One day, my 4-year-old daughter came to me and told me that she learned something bad at preschool and it was a very big secret. Immediately concerned, I wanted to know who had taught her something terrible at school. It was, after all, a church sponsored program. I couldn’t image they would actually teach her something bad. Most of her time at the school was spent singing, making fun crafts, looking at books, and learning stories from the Bible. How bad could things get? I assumed one of the other children must have exposed her to some 4-year-old level of naughty behavior.
We sat down on the couch and I gave her my full attention. I wanted to know exactly what the big secret was so I could nip this problem in the bud. She was somewhat reluctant to share with me at first. I assured her that she was not in trouble, however, it was very important for her to tell mommy what had happened at school.
She held up three fingers, with her pinky finger and thumb folded into her palm, like she was showing me the number three, and she said, “Well….I found out today that you should never, never, EVER hold up this finger to somebody,” and she pointed to the tallest, middle finger.
Holding back a grin, I agreed with her. “Oh…um, yes. That is right. You should never hold up that finger.” They do start young these days, don’t they?

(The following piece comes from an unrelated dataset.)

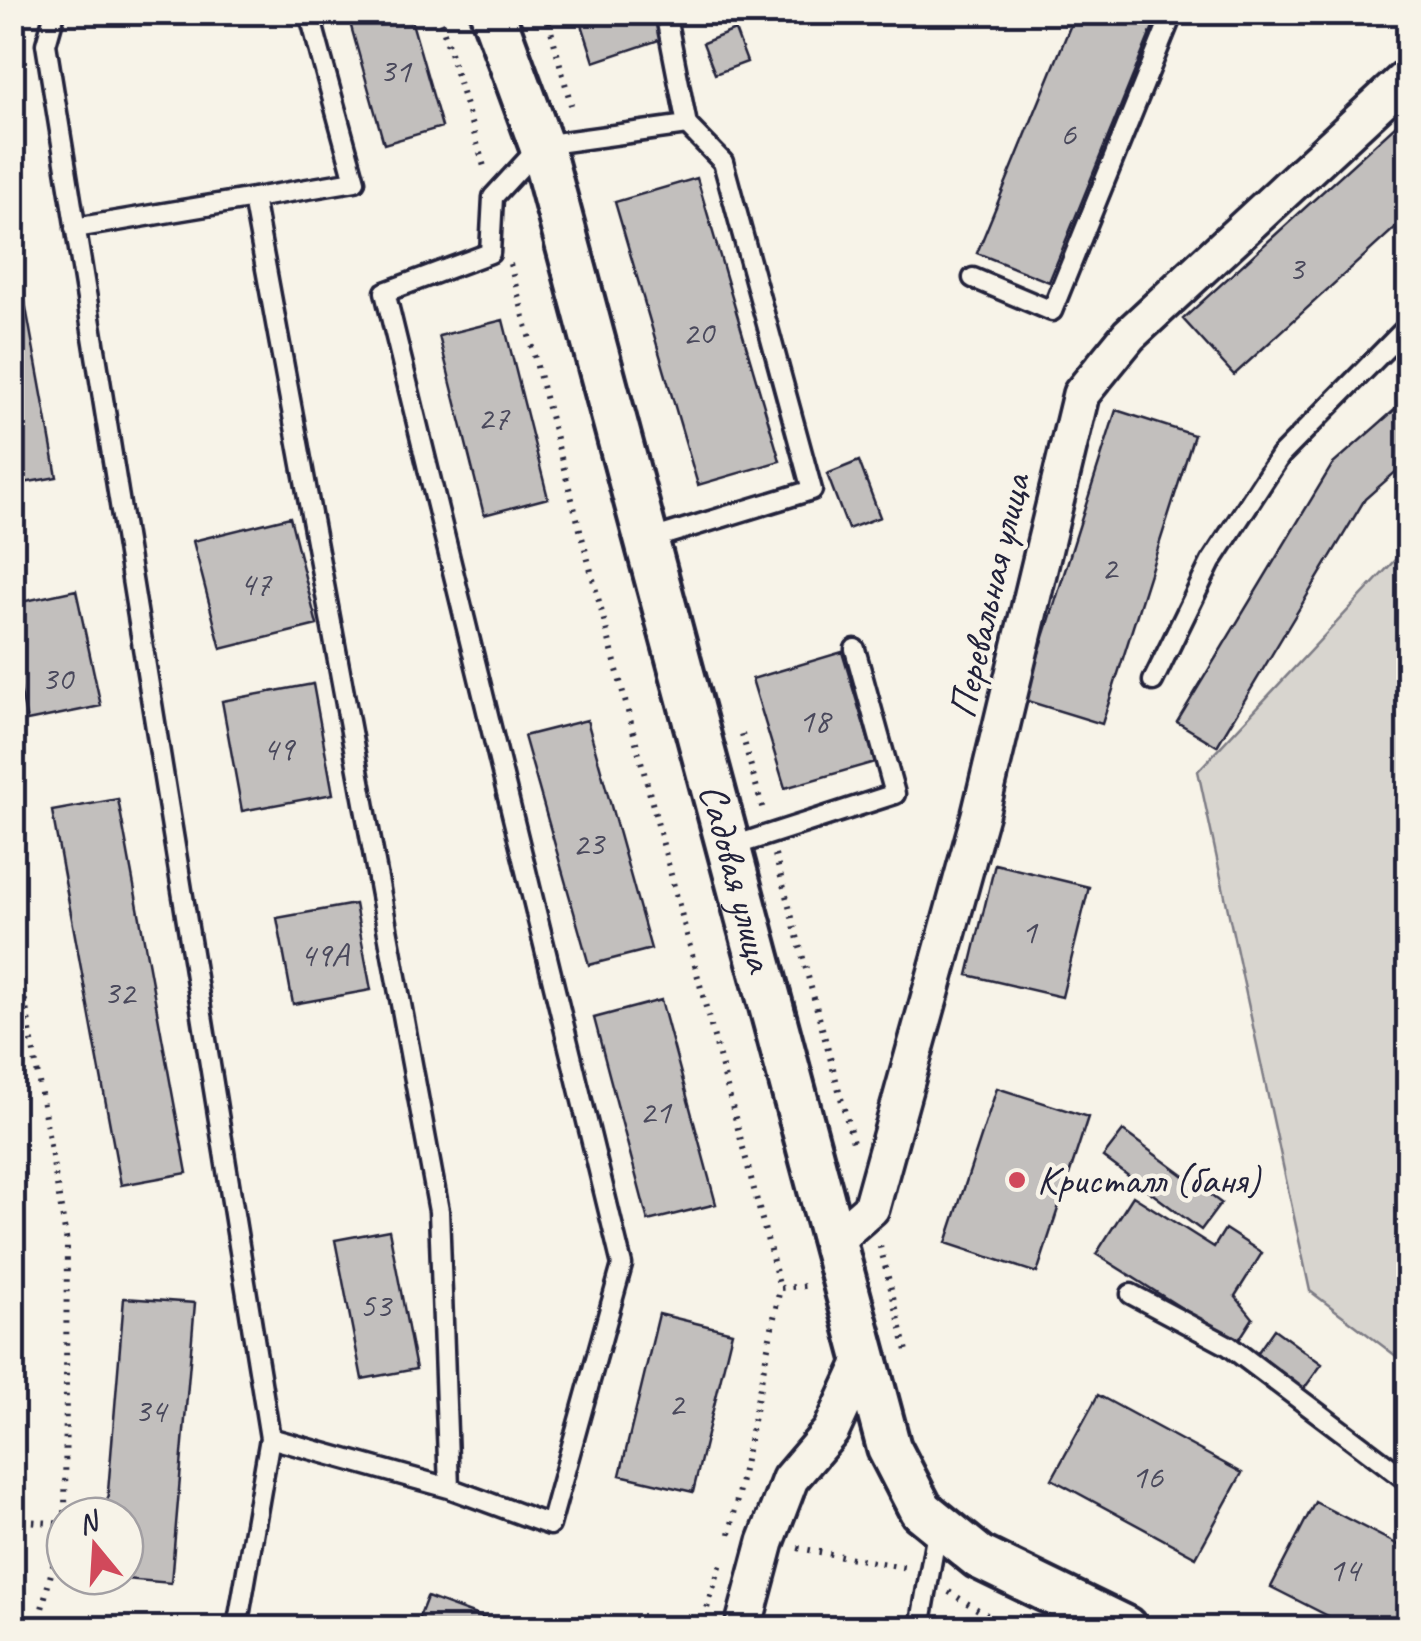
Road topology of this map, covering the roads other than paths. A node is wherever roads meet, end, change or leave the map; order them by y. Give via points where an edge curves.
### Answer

My sweet girl leaned in toward me, and in a very serious tone stated, “If you do…it means a very, VERY bad word.” She was still holding up her cute three fingers, pointing to the bad one.

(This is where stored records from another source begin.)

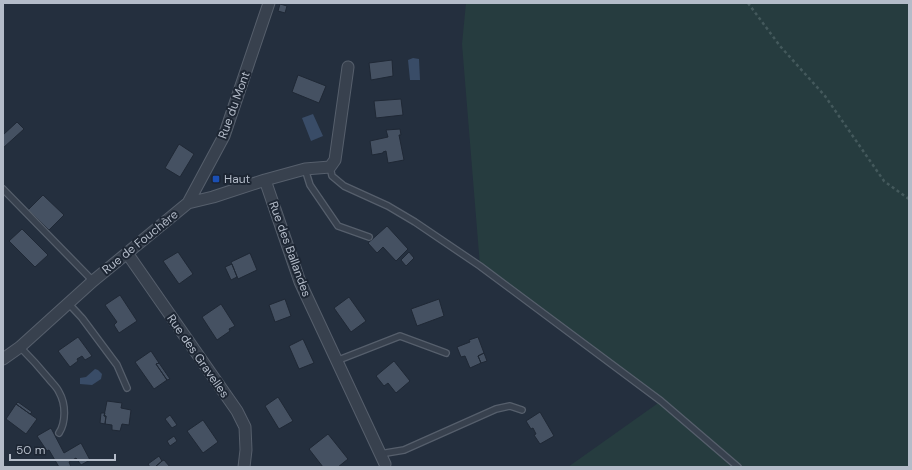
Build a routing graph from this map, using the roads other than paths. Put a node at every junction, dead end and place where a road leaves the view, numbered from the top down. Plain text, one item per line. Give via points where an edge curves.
1 (269, 3) edge
2 (348, 67) dead end
3 (330, 167) junction
4 (305, 169) junction
5 (266, 180) junction
6 (3, 189) edge
7 (188, 203) junction
8 (369, 236) dead end
9 (127, 253) junction
10 (93, 281) junction
11 (68, 304) junction
12 (20, 347) junction
13 (446, 353) dead end
14 (3, 359) edge
15 (336, 361) junction
16 (127, 388) dead end
17 (522, 410) dead end
18 (59, 433) dead end
19 (382, 459) joint
20 (244, 467) edge
21 (738, 467) edge

1 - 7 street, Rue du Mont via 224,136
2 - 3 street via 335,160
3 - 4 street
3 - 21 lane via 332,176 344,186 402,214 486,271 661,401
4 - 5 street
4 - 8 lane via 310,185 338,226
5 - 7 street
5 - 15 street, Rue des Ballandes via 300,282
6 - 10 lane, Rue de Fouchère
7 - 9 street, Rue de Fouchère
9 - 10 street, Rue de Fouchère
9 - 20 street, Rue des Gravelles via 237,411 245,427
10 - 11 street, Rue de Fouchère
11 - 12 street, Rue de Fouchère
11 - 16 lane via 82,318 117,365
12 - 14 street, Rue de Fouchère
12 - 18 lane via 59,392 64,414 63,427
13 - 15 lane via 400,336
15 - 19 street, Rue des Ballandes
17 - 19 lane, Rue des Ballandes via 510,406 496,410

Nodding, I agreed, “Yes, that is true. It does mean a very, very bad word.”
Leaning in even closer now, her big, blue eyes as wide as ever, she whispered, “So…can you tell me what the word is?”
I took a deep breath and told her no. She was clearly disappointed while I was clearly relieved.
The next day, after I dropped her off at the school, I mentioned the incident to her teacher. She explained that the subject had come up when another student had held up “the bad finger” because they had seen it demonstrated on a television program at home. A brief but delicate discussion was started and the teachers were a little worried about how the conversation might evolve. But it turned out that none of the children actually knew the big bad word and the grownups weren’t talking, either! Nobody seemed to know! Only that it was bad.
I consider it successful when our innocent children stay innocent. At least until they hit elementary school. Then all bets are off and they are exposed to all kinds of the bad words. Thankfully, my preschooler would remain naive for a little while longer.